#### EXTRACTED MATERIAL:
== Segment start ==

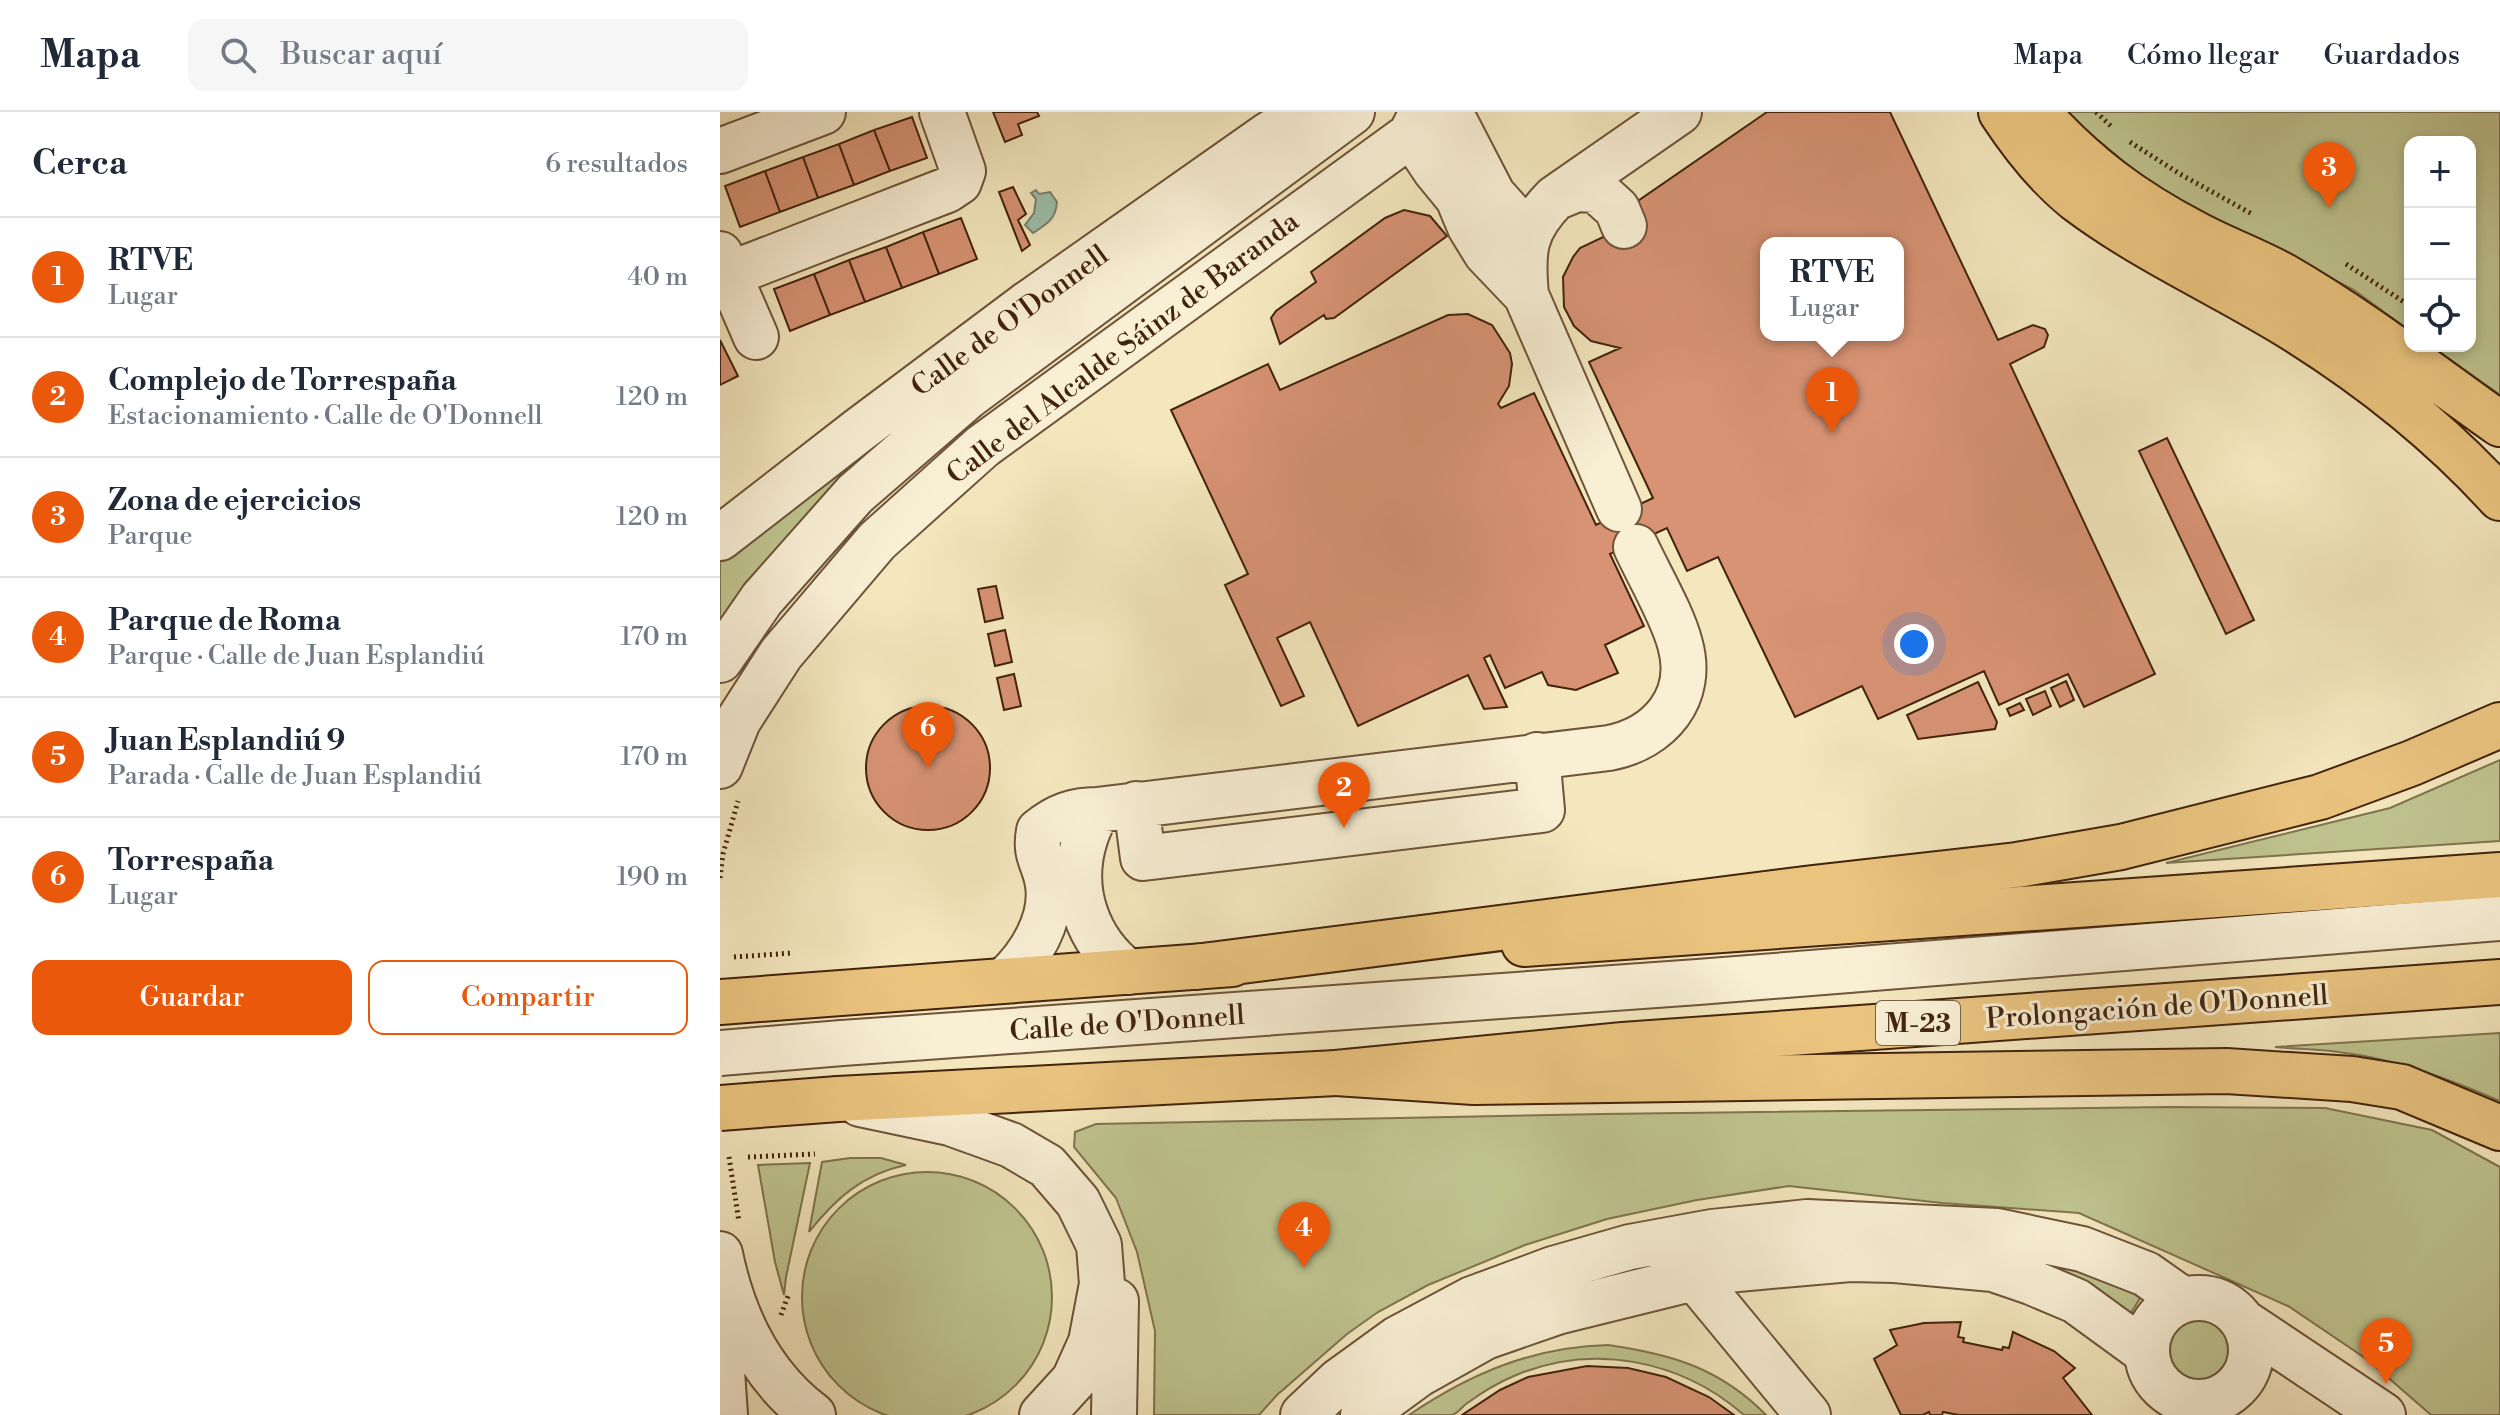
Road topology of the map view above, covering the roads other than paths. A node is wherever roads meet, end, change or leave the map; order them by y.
1 (823, 112) edge
2 (942, 112) edge
3 (1305, 112) edge
4 (1352, 112) edge
5 (1450, 112) edge
6 (1679, 112) edge
7 (2001, 112) edge
8 (2037, 112) edge
9 (1425, 119) edge
10 (720, 151) edge
11 (1555, 198) junction
12 (1624, 226) dead end
13 (1527, 239) junction
14 (725, 264) edge
15 (1526, 295) junction
16 (756, 337) dead end
17 (2500, 424) edge
18 (2500, 498) edge
19 (720, 538) edge
20 (720, 660) edge
21 (2500, 725) edge
22 (730, 780) edge
23 (1116, 807) junction
24 (2500, 875) edge
25 (2500, 918) edge
26 (1195, 967) junction
27 (1128, 972) junction
28 (727, 974) edge
29 (1006, 979) junction
30 (2500, 982) edge
31 (836, 992) junction
32 (720, 1002) edge
33 (720, 1053) edge
34 (1336, 1073) junction
35 (838, 1099) junction
36 (720, 1108) edge
37 (2500, 1128) edge
38 (1099, 1245) junction
39 (1630, 1247) junction
40 (720, 1254) edge
41 (1694, 1277) junction
42 (2183, 1300) junction
43 (2245, 1323) junction
44 (720, 1342) edge
45 (2146, 1352) junction
46 (2185, 1408) edge
47 (725, 1415) edge
48 (813, 1415) edge
49 (1042, 1415) edge
50 (1114, 1415) edge
51 (1303, 1415) edge
52 (1363, 1415) edge
53 (1808, 1415) edge
54 (2383, 1415) edge

1 - 10 street
2 - 14 street
3 - 19 street, Calle de O'Donnell
4 - 20 street, Calle del Alcalde Sáinz de Baranda
5 - 13 street
6 - 11 street
7 - 18 main road
8 - 17 main road
9 - 15 street
9 - 22 street, Calle del Alcalde Sáinz de Baranda
11 - 12 street
11 - 13 street
13 - 15 street
14 - 16 street
15 - 23 street
21 - 26 main road
23 - 27 street
23 - 29 street
24 - 26 main road, Calle de O'Donnell
25 - 33 street, Calle de O'Donnell, bridge
26 - 27 main road, Calle de O'Donnell
27 - 29 main road, Calle de O'Donnell
28 - 31 street
29 - 31 main road, Calle de O'Donnell
30 - 34 main road, Prolongación de O'Donnell / M-23
31 - 32 main road, Calle de O'Donnell
34 - 35 main road
34 - 37 main road
35 - 36 main road, bridge
35 - 38 street
38 - 49 street
38 - 50 street
39 - 41 street
39 - 42 street
39 - 51 street
40 - 48 street
41 - 45 street
41 - 52 street
41 - 53 street
42 - 43 street
42 - 45 street
43 - 46 street
43 - 54 street
44 - 47 street
45 - 46 street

== Segment end ==

#### WORK TO BE COMPLETED:
Leaving out the pictures, reproduce the whole listing above exactly.

#### WRITTEN RESPONSE:
Road topology of the map view above, covering the roads other than paths. A node is wherever roads meet, end, change or leave the map; order them by y.
1 (823, 112) edge
2 (942, 112) edge
3 (1305, 112) edge
4 (1352, 112) edge
5 (1450, 112) edge
6 (1679, 112) edge
7 (2001, 112) edge
8 (2037, 112) edge
9 (1425, 119) edge
10 (720, 151) edge
11 (1555, 198) junction
12 (1624, 226) dead end
13 (1527, 239) junction
14 (725, 264) edge
15 (1526, 295) junction
16 (756, 337) dead end
17 (2500, 424) edge
18 (2500, 498) edge
19 (720, 538) edge
20 (720, 660) edge
21 (2500, 725) edge
22 (730, 780) edge
23 (1116, 807) junction
24 (2500, 875) edge
25 (2500, 918) edge
26 (1195, 967) junction
27 (1128, 972) junction
28 (727, 974) edge
29 (1006, 979) junction
30 (2500, 982) edge
31 (836, 992) junction
32 (720, 1002) edge
33 (720, 1053) edge
34 (1336, 1073) junction
35 (838, 1099) junction
36 (720, 1108) edge
37 (2500, 1128) edge
38 (1099, 1245) junction
39 (1630, 1247) junction
40 (720, 1254) edge
41 (1694, 1277) junction
42 (2183, 1300) junction
43 (2245, 1323) junction
44 (720, 1342) edge
45 (2146, 1352) junction
46 (2185, 1408) edge
47 (725, 1415) edge
48 (813, 1415) edge
49 (1042, 1415) edge
50 (1114, 1415) edge
51 (1303, 1415) edge
52 (1363, 1415) edge
53 (1808, 1415) edge
54 (2383, 1415) edge

1 - 10 street
2 - 14 street
3 - 19 street, Calle de O'Donnell
4 - 20 street, Calle del Alcalde Sáinz de Baranda
5 - 13 street
6 - 11 street
7 - 18 main road
8 - 17 main road
9 - 15 street
9 - 22 street, Calle del Alcalde Sáinz de Baranda
11 - 12 street
11 - 13 street
13 - 15 street
14 - 16 street
15 - 23 street
21 - 26 main road
23 - 27 street
23 - 29 street
24 - 26 main road, Calle de O'Donnell
25 - 33 street, Calle de O'Donnell, bridge
26 - 27 main road, Calle de O'Donnell
27 - 29 main road, Calle de O'Donnell
28 - 31 street
29 - 31 main road, Calle de O'Donnell
30 - 34 main road, Prolongación de O'Donnell / M-23
31 - 32 main road, Calle de O'Donnell
34 - 35 main road
34 - 37 main road
35 - 36 main road, bridge
35 - 38 street
38 - 49 street
38 - 50 street
39 - 41 street
39 - 42 street
39 - 51 street
40 - 48 street
41 - 45 street
41 - 52 street
41 - 53 street
42 - 43 street
42 - 45 street
43 - 46 street
43 - 54 street
44 - 47 street
45 - 46 street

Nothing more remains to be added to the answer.